*** PROVIDED INFORMATION Section Begins ***

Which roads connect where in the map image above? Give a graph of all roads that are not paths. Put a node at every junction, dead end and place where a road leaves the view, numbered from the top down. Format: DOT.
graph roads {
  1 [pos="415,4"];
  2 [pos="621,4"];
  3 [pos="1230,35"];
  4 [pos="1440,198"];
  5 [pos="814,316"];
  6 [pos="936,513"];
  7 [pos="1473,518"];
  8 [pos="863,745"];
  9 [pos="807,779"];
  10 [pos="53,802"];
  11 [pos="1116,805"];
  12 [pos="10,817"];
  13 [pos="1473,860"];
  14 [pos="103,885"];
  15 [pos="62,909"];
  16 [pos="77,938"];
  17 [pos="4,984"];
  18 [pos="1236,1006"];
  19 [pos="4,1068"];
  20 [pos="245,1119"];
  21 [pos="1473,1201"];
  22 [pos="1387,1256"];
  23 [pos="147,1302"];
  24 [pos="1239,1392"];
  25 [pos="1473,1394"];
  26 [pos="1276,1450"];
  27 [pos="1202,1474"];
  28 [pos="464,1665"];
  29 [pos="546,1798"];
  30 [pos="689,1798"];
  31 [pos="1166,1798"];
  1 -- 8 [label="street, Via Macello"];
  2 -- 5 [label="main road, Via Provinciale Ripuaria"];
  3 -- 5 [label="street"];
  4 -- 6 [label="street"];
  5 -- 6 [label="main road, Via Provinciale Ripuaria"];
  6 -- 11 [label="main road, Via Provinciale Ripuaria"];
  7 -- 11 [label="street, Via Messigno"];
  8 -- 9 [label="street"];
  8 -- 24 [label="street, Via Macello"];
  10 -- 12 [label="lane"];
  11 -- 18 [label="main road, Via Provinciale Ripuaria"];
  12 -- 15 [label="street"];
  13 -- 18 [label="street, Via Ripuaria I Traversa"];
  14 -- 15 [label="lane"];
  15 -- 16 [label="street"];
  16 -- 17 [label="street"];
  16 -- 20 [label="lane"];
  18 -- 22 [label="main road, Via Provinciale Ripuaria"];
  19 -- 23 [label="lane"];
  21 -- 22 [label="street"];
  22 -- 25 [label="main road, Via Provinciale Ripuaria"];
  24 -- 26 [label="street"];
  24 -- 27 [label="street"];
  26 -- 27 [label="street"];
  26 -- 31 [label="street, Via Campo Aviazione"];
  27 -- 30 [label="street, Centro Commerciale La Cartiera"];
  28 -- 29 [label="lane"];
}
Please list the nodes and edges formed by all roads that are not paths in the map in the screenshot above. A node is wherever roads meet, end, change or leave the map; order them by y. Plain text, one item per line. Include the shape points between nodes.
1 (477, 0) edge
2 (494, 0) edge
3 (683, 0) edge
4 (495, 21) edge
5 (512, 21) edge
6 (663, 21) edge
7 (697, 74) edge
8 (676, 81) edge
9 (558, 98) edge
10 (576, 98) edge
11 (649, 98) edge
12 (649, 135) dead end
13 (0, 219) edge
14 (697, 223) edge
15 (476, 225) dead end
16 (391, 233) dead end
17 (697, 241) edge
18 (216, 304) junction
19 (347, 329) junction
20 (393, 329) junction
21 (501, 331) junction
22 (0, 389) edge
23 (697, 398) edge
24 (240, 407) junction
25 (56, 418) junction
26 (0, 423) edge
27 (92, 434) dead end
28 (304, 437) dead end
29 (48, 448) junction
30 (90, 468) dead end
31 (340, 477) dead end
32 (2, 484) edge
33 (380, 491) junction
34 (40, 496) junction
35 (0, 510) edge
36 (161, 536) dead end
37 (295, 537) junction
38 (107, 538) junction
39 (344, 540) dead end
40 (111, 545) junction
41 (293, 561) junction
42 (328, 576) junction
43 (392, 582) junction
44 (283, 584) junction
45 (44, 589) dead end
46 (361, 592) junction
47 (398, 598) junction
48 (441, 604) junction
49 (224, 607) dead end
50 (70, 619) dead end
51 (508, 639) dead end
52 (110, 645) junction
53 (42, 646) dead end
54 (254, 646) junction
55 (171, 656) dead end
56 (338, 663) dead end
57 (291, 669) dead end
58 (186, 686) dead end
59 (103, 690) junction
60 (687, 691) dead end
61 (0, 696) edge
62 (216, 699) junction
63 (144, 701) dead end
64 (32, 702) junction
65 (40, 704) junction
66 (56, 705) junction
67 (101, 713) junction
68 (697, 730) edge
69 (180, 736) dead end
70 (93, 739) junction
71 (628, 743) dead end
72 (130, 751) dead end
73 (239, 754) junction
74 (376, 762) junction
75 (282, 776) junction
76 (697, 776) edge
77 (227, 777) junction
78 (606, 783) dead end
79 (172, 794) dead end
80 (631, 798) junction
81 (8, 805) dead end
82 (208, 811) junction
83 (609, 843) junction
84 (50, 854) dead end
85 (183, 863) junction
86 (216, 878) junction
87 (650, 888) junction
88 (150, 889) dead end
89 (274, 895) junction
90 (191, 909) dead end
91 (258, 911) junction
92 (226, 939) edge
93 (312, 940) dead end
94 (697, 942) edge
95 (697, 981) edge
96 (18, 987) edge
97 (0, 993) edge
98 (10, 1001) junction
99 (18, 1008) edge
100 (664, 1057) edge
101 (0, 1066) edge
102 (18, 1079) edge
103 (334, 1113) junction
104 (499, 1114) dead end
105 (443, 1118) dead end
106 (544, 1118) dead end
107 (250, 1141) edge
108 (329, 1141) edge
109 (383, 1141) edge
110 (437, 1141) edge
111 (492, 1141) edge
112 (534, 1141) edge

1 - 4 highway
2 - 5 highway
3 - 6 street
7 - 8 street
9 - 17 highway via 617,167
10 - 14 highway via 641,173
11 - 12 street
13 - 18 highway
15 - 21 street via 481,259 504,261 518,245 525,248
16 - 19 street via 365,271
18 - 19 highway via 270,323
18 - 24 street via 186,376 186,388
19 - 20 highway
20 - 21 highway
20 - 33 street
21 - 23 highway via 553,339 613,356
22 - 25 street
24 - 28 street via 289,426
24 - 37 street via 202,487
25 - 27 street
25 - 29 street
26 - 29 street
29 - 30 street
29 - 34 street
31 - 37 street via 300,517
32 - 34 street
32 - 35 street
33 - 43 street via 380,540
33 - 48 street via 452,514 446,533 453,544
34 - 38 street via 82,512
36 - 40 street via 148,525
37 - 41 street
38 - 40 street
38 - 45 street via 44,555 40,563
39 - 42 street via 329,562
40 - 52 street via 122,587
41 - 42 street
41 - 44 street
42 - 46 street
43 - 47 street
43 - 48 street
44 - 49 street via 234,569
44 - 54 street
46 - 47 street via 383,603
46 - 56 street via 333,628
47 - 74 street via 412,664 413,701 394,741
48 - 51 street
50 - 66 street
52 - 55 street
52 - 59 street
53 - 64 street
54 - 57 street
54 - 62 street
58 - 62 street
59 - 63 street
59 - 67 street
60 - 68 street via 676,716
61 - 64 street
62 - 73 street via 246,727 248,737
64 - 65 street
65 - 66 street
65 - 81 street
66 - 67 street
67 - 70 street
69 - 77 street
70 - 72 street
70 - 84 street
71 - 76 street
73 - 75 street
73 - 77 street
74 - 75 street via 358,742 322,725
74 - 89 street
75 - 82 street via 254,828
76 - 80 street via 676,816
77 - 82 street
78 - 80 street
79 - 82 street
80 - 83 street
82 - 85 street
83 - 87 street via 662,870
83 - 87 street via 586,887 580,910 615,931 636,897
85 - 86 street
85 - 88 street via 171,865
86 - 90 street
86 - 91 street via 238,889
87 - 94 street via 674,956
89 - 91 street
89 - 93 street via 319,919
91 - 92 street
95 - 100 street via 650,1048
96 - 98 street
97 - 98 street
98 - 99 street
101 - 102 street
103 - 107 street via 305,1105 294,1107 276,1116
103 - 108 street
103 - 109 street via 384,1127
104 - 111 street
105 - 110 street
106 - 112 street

*** PROVIDED INFORMATION Section Ends ***

§ ACTIVITY: Reproduce every entry exactly, with nothing added or dropped.

§ ANSWER:
Which roads connect where in the map image above? Give a graph of all roads that are not paths. Put a node at every junction, dead end and place where a road leaves the view, numbered from the top down. Format: DOT.
graph roads {
  1 [pos="415,4"];
  2 [pos="621,4"];
  3 [pos="1230,35"];
  4 [pos="1440,198"];
  5 [pos="814,316"];
  6 [pos="936,513"];
  7 [pos="1473,518"];
  8 [pos="863,745"];
  9 [pos="807,779"];
  10 [pos="53,802"];
  11 [pos="1116,805"];
  12 [pos="10,817"];
  13 [pos="1473,860"];
  14 [pos="103,885"];
  15 [pos="62,909"];
  16 [pos="77,938"];
  17 [pos="4,984"];
  18 [pos="1236,1006"];
  19 [pos="4,1068"];
  20 [pos="245,1119"];
  21 [pos="1473,1201"];
  22 [pos="1387,1256"];
  23 [pos="147,1302"];
  24 [pos="1239,1392"];
  25 [pos="1473,1394"];
  26 [pos="1276,1450"];
  27 [pos="1202,1474"];
  28 [pos="464,1665"];
  29 [pos="546,1798"];
  30 [pos="689,1798"];
  31 [pos="1166,1798"];
  1 -- 8 [label="street, Via Macello"];
  2 -- 5 [label="main road, Via Provinciale Ripuaria"];
  3 -- 5 [label="street"];
  4 -- 6 [label="street"];
  5 -- 6 [label="main road, Via Provinciale Ripuaria"];
  6 -- 11 [label="main road, Via Provinciale Ripuaria"];
  7 -- 11 [label="street, Via Messigno"];
  8 -- 9 [label="street"];
  8 -- 24 [label="street, Via Macello"];
  10 -- 12 [label="lane"];
  11 -- 18 [label="main road, Via Provinciale Ripuaria"];
  12 -- 15 [label="street"];
  13 -- 18 [label="street, Via Ripuaria I Traversa"];
  14 -- 15 [label="lane"];
  15 -- 16 [label="street"];
  16 -- 17 [label="street"];
  16 -- 20 [label="lane"];
  18 -- 22 [label="main road, Via Provinciale Ripuaria"];
  19 -- 23 [label="lane"];
  21 -- 22 [label="street"];
  22 -- 25 [label="main road, Via Provinciale Ripuaria"];
  24 -- 26 [label="street"];
  24 -- 27 [label="street"];
  26 -- 27 [label="street"];
  26 -- 31 [label="street, Via Campo Aviazione"];
  27 -- 30 [label="street, Centro Commerciale La Cartiera"];
  28 -- 29 [label="lane"];
}
Please list the nodes and edges formed by all roads that are not paths in the map in the screenshot above. A node is wherever roads meet, end, change or leave the map; order them by y. Plain text, one item per line. Include the shape points between nodes.
1 (477, 0) edge
2 (494, 0) edge
3 (683, 0) edge
4 (495, 21) edge
5 (512, 21) edge
6 (663, 21) edge
7 (697, 74) edge
8 (676, 81) edge
9 (558, 98) edge
10 (576, 98) edge
11 (649, 98) edge
12 (649, 135) dead end
13 (0, 219) edge
14 (697, 223) edge
15 (476, 225) dead end
16 (391, 233) dead end
17 (697, 241) edge
18 (216, 304) junction
19 (347, 329) junction
20 (393, 329) junction
21 (501, 331) junction
22 (0, 389) edge
23 (697, 398) edge
24 (240, 407) junction
25 (56, 418) junction
26 (0, 423) edge
27 (92, 434) dead end
28 (304, 437) dead end
29 (48, 448) junction
30 (90, 468) dead end
31 (340, 477) dead end
32 (2, 484) edge
33 (380, 491) junction
34 (40, 496) junction
35 (0, 510) edge
36 (161, 536) dead end
37 (295, 537) junction
38 (107, 538) junction
39 (344, 540) dead end
40 (111, 545) junction
41 (293, 561) junction
42 (328, 576) junction
43 (392, 582) junction
44 (283, 584) junction
45 (44, 589) dead end
46 (361, 592) junction
47 (398, 598) junction
48 (441, 604) junction
49 (224, 607) dead end
50 (70, 619) dead end
51 (508, 639) dead end
52 (110, 645) junction
53 (42, 646) dead end
54 (254, 646) junction
55 (171, 656) dead end
56 (338, 663) dead end
57 (291, 669) dead end
58 (186, 686) dead end
59 (103, 690) junction
60 (687, 691) dead end
61 (0, 696) edge
62 (216, 699) junction
63 (144, 701) dead end
64 (32, 702) junction
65 (40, 704) junction
66 (56, 705) junction
67 (101, 713) junction
68 (697, 730) edge
69 (180, 736) dead end
70 (93, 739) junction
71 (628, 743) dead end
72 (130, 751) dead end
73 (239, 754) junction
74 (376, 762) junction
75 (282, 776) junction
76 (697, 776) edge
77 (227, 777) junction
78 (606, 783) dead end
79 (172, 794) dead end
80 (631, 798) junction
81 (8, 805) dead end
82 (208, 811) junction
83 (609, 843) junction
84 (50, 854) dead end
85 (183, 863) junction
86 (216, 878) junction
87 (650, 888) junction
88 (150, 889) dead end
89 (274, 895) junction
90 (191, 909) dead end
91 (258, 911) junction
92 (226, 939) edge
93 (312, 940) dead end
94 (697, 942) edge
95 (697, 981) edge
96 (18, 987) edge
97 (0, 993) edge
98 (10, 1001) junction
99 (18, 1008) edge
100 (664, 1057) edge
101 (0, 1066) edge
102 (18, 1079) edge
103 (334, 1113) junction
104 (499, 1114) dead end
105 (443, 1118) dead end
106 (544, 1118) dead end
107 (250, 1141) edge
108 (329, 1141) edge
109 (383, 1141) edge
110 (437, 1141) edge
111 (492, 1141) edge
112 (534, 1141) edge

1 - 4 highway
2 - 5 highway
3 - 6 street
7 - 8 street
9 - 17 highway via 617,167
10 - 14 highway via 641,173
11 - 12 street
13 - 18 highway
15 - 21 street via 481,259 504,261 518,245 525,248
16 - 19 street via 365,271
18 - 19 highway via 270,323
18 - 24 street via 186,376 186,388
19 - 20 highway
20 - 21 highway
20 - 33 street
21 - 23 highway via 553,339 613,356
22 - 25 street
24 - 28 street via 289,426
24 - 37 street via 202,487
25 - 27 street
25 - 29 street
26 - 29 street
29 - 30 street
29 - 34 street
31 - 37 street via 300,517
32 - 34 street
32 - 35 street
33 - 43 street via 380,540
33 - 48 street via 452,514 446,533 453,544
34 - 38 street via 82,512
36 - 40 street via 148,525
37 - 41 street
38 - 40 street
38 - 45 street via 44,555 40,563
39 - 42 street via 329,562
40 - 52 street via 122,587
41 - 42 street
41 - 44 street
42 - 46 street
43 - 47 street
43 - 48 street
44 - 49 street via 234,569
44 - 54 street
46 - 47 street via 383,603
46 - 56 street via 333,628
47 - 74 street via 412,664 413,701 394,741
48 - 51 street
50 - 66 street
52 - 55 street
52 - 59 street
53 - 64 street
54 - 57 street
54 - 62 street
58 - 62 street
59 - 63 street
59 - 67 street
60 - 68 street via 676,716
61 - 64 street
62 - 73 street via 246,727 248,737
64 - 65 street
65 - 66 street
65 - 81 street
66 - 67 street
67 - 70 street
69 - 77 street
70 - 72 street
70 - 84 street
71 - 76 street
73 - 75 street
73 - 77 street
74 - 75 street via 358,742 322,725
74 - 89 street
75 - 82 street via 254,828
76 - 80 street via 676,816
77 - 82 street
78 - 80 street
79 - 82 street
80 - 83 street
82 - 85 street
83 - 87 street via 662,870
83 - 87 street via 586,887 580,910 615,931 636,897
85 - 86 street
85 - 88 street via 171,865
86 - 90 street
86 - 91 street via 238,889
87 - 94 street via 674,956
89 - 91 street
89 - 93 street via 319,919
91 - 92 street
95 - 100 street via 650,1048
96 - 98 street
97 - 98 street
98 - 99 street
101 - 102 street
103 - 107 street via 305,1105 294,1107 276,1116
103 - 108 street
103 - 109 street via 384,1127
104 - 111 street
105 - 110 street
106 - 112 street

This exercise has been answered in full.